Dün, geceyarısı, bronşitim uyandırdı, seni öksürdüm. Mutfak kapısından çıkıp elma ağacımın dibine
oturdum. Silüetin başıma düştü. Aşkçekimini keşfettim. Bir ısırık alınca
silüetinden, günahkar oldum. Küçük şehir
belediyelerinden birinde, cehennemden hallice bir hayata kovuldum. Yattım kalktım,
yattım kalktım, güneş doğmadı. Çünkü o artık kurumsal bir firma binasının 20.
katında işe başladı. Velhasıl, burası çok karanlık. Duvarlarımı sarıya boyadım,
yetmedi. Kalbimin kanlı şubatında, kelimelerim birbirini katletti. Gereği
düşünülmedi. Kötü halden mahkumum hüzne.
Yıllar önce, ılık bir bakışın ardından, bedenini de alıp
çıkmıştın kapıdan. O an “o an”ın geldiğini anladım. Aramızdaki şey, bir kapı
önü sohbeti tedirginliğinde ve her an bitmeye hazır olsa da, onu yitirmenin
sızısı Güneş’i kapitalizme kaptırmaktan beterdi.
Bekledim.
Çok bekledim. Hiç bekledim. Zaman, acılarla ısınırken, insanlar insanlıklarını aldırdılar. Bu, çekilişten çıkan ironik çelişkiler bütününde, insani olmayan müdahalelerle kendilerinden uzaklaşıp, başkalarının toplamından bir eksik oldular. Evrensel bir yoksulluğun içinde zengin oldular. Kullanılmamış vicdanları, beton yığınlarının altında kaldı ve gayrimeşru hırslarla birbirlerine kıydılar.

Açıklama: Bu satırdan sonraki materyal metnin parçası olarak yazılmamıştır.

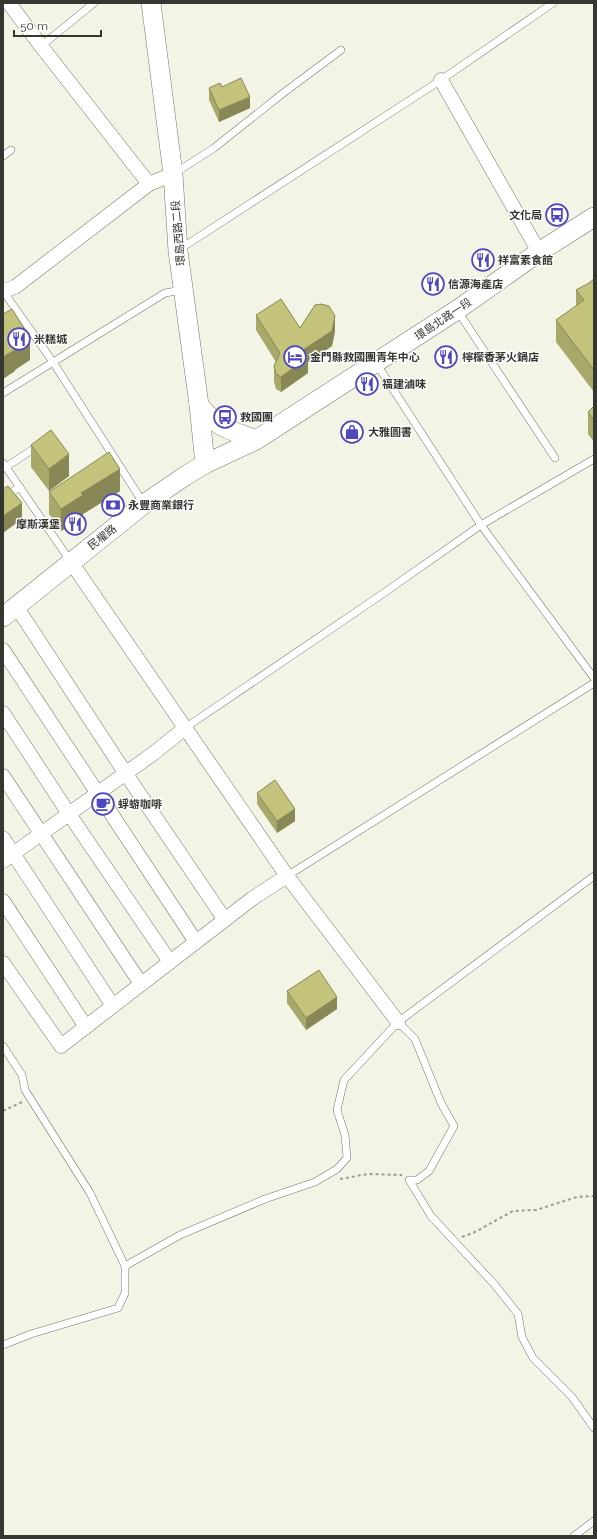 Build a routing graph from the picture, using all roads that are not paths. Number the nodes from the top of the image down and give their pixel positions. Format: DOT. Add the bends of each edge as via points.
graph roads {
  1 [pos="10,3"];
  2 [pos="94,3"];
  3 [pos="151,3"];
  4 [pos="553,3"];
  5 [pos="41,46"];
  6 [pos="340,50"];
  7 [pos="441,80"];
  8 [pos="11,150"];
  9 [pos="3,156"];
  10 [pos="173,174"];
  11 [pos="148,184"];
  12 [pos="594,216"];
  13 [pos="178,251"];
  14 [pos="539,252"];
  15 [pos="183,290"];
  16 [pos="3,291"];
  17 [pos="457,310"];
  18 [pos="53,362"];
  19 [pos="376,363"];
  20 [pos="3,393"];
  21 [pos="199,405"];
  22 [pos="256,440"];
  23 [pos="46,441"];
  24 [pos="555,458"];
  25 [pos="594,459"];
  26 [pos="205,464"];
  27 [pos="5,465"];
  28 [pos="20,487"];
  29 [pos="3,498"];
  30 [pos="144,504"];
  31 [pos="481,525"];
  32 [pos="71,562"];
  33 [pos="10,612"];
  34 [pos="3,650"];
  35 [pos="594,678"];
  36 [pos="594,683"];
  37 [pos="3,713"];
  38 [pos="185,728"];
  39 [pos="126,774"];
  40 [pos="3,776"];
  41 [pos="98,793"];
  42 [pos="69,814"];
  43 [pos="41,834"];
  44 [pos="3,838"];
  45 [pos="8,857"];
  46 [pos="287,876"];
  47 [pos="594,876"];
  48 [pos="3,901"];
  49 [pos="225,920"];
  50 [pos="196,942"];
  51 [pos="170,962"];
  52 [pos="3,963"];
  53 [pos="141,984"];
  54 [pos="113,1006"];
  55 [pos="398,1022"];
  56 [pos="86,1027"];
  57 [pos="3,1046"];
  58 [pos="125,1266"];
  59 [pos="3,1345"];
  60 [pos="594,1428"];
  61 [pos="594,1521"];
  62 [pos="574,1536"];
  1 -- 5 [label="street"];
  2 -- 5 [label="lane"];
  3 -- 10 [label="main road, 環島西路二段"];
  4 -- 7 [label="lane"];
  5 -- 11 [label="street"];
  6 -- 10 [label="lane" via="214,148"];
  7 -- 13 [label="lane"];
  7 -- 14 [label="street"];
  8 -- 9 [label="lane"];
  10 -- 11 [label="street"];
  10 -- 13 [label="main road, 環島西路二段"];
  11 -- 16 [label="street" via="15,287"];
  12 -- 14 [label="main road, 環島北路一段"];
  13 -- 15 [label="main road, 環島西路二段"];
  14 -- 17 [label="main road, 環島北路一段"];
  15 -- 18 [label="lane" via="165,293"];
  15 -- 21 [label="main road, 環島西路二段"];
  16 -- 18 [label="lane"];
  17 -- 19 [label="main road, 環島北路一段"];
  17 -- 24 [label="lane"];
  18 -- 20 [label="lane"];
  18 -- 30 [label="lane"];
  19 -- 22 [label="main road, 環島北路一段"];
  19 -- 31 [label="lane"];
  21 -- 22 [label="main road" via="210,419 223,428"];
  21 -- 26 [label="main road, 環島西路二段"];
  22 -- 26 [label="main road, 環島北路一段"];
  23 -- 27 [label="lane"];
  25 -- 31 [label="lane"];
  26 -- 30 [label="main road, 民權路"];
  27 -- 28 [label="lane"];
  28 -- 29 [label="lane"];
  28 -- 32 [label="lane"];
  30 -- 32 [label="main road, 民權路"];
  31 -- 35 [label="lane"];
  31 -- 38 [label="lane"];
  32 -- 33 [label="main road, 民權路"];
  32 -- 38 [label="street"];
  33 -- 39 [label="street"];
  34 -- 41 [label="street"];
  36 -- 46 [label="lane"];
  37 -- 42 [label="street"];
  38 -- 39 [label="street"];
  38 -- 46 [label="street"];
  39 -- 41 [label="street"];
  39 -- 49 [label="street"];
  40 -- 43 [label="street"];
  41 -- 42 [label="street"];
  41 -- 50 [label="street"];
  42 -- 43 [label="street"];
  42 -- 51 [label="street"];
  43 -- 45 [label="street"];
  43 -- 53 [label="street"];
  44 -- 45 [label="street"];
  45 -- 54 [label="street"];
  46 -- 49 [label="street"];
  46 -- 55 [label="street"];
  47 -- 55 [label="lane"];
  48 -- 56 [label="street"];
  49 -- 50 [label="street"];
  50 -- 51 [label="street"];
  51 -- 53 [label="street"];
  52 -- 56 [label="street" via="61,1046"];
  53 -- 54 [label="street"];
  54 -- 56 [label="street"];
  55 -- 58 [label="lane" via="344,1080 337,1110 345,1135 347,1158 337,1169 315,1182 264,1199 180,1235"];
  55 -- 60 [label="lane" via="415,1039 441,1103 454,1126 429,1171 417,1180 409,1180 431,1216 496,1285 518,1314 522,1337 533,1358 572,1397"];
  57 -- 58 [label="lane" via="22,1075 25,1090 90,1193"];
  58 -- 59 [label="lane" via="125,1293 118,1308"];
  61 -- 62 [label="lane"];
}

Bu post-modern vahşetlere doğan çocuklar, kurbandılar.
Okuyup, 3 oda bir yalnızlık evlere çıktılar. Sadece kendilerini sevip, kolay
kolay düşman oldular. Bütün değerler hızla yitip giderken, benim için yaşamak,
sessiz bir kabullenişe dönüştü. Sabah vapurları, Cemal Süreya ve gülüşünden
başka bir anlamı kalmadı.
Bekliyorum.
Ruhum iç savaşta. Gökyüzü kasvetli, dokunsam kan yağar. Kalbime çıkan tüm tali yollarda bir cinayetin izleri var. İçim parça parça can pıhtısı. Yalnızlığım yaşlanıyor. Lanet oluyor. Acım çekiliyor damarlarımdan ama hala gidemedim. Arafta, bir absürd trajediyim.
Unutulmamışlığın neresindeysen çık ortaya! Cumbalı hüzünler
sokağındaki Arnavut kaldırımı kadar yorgunum. Oysa içine açılmak için, içine
kapanmış bir sessizliktim. Sahi, sen niye sustun?
Yalnızlığımın neresindeysen çık ortaya! Sabah vapurları ve
Cemal Süreya da yeter belki ama yazar burada, bir trajedinin ortasında, seni
öksürüyor.
Özge Özen
15.04.12
3 yorum:
Kelimelerle bu oyun , bu imgeleme , bu tarzı seven birisi olarak harika olmuş . Nacizane önerim , kafanızda kelimeler böyle dolanıyorsa ,bilindik bir hikayeyi de absürdleştirmek fena olmaz derim :D Murathan Mungan'ın yaptığı gibi(Kül Kedisi) bir masalı alıp hafif değiştirip bir de bu serbest çağtışım imgelerinizi de koyarsanız sanırım harika olacaktır.
Teşekkürler, yorum ve öneriler için. Bahsettiğiniz gibi bir çalışmayı istiyordum. Başlayacağım. Sevgiler.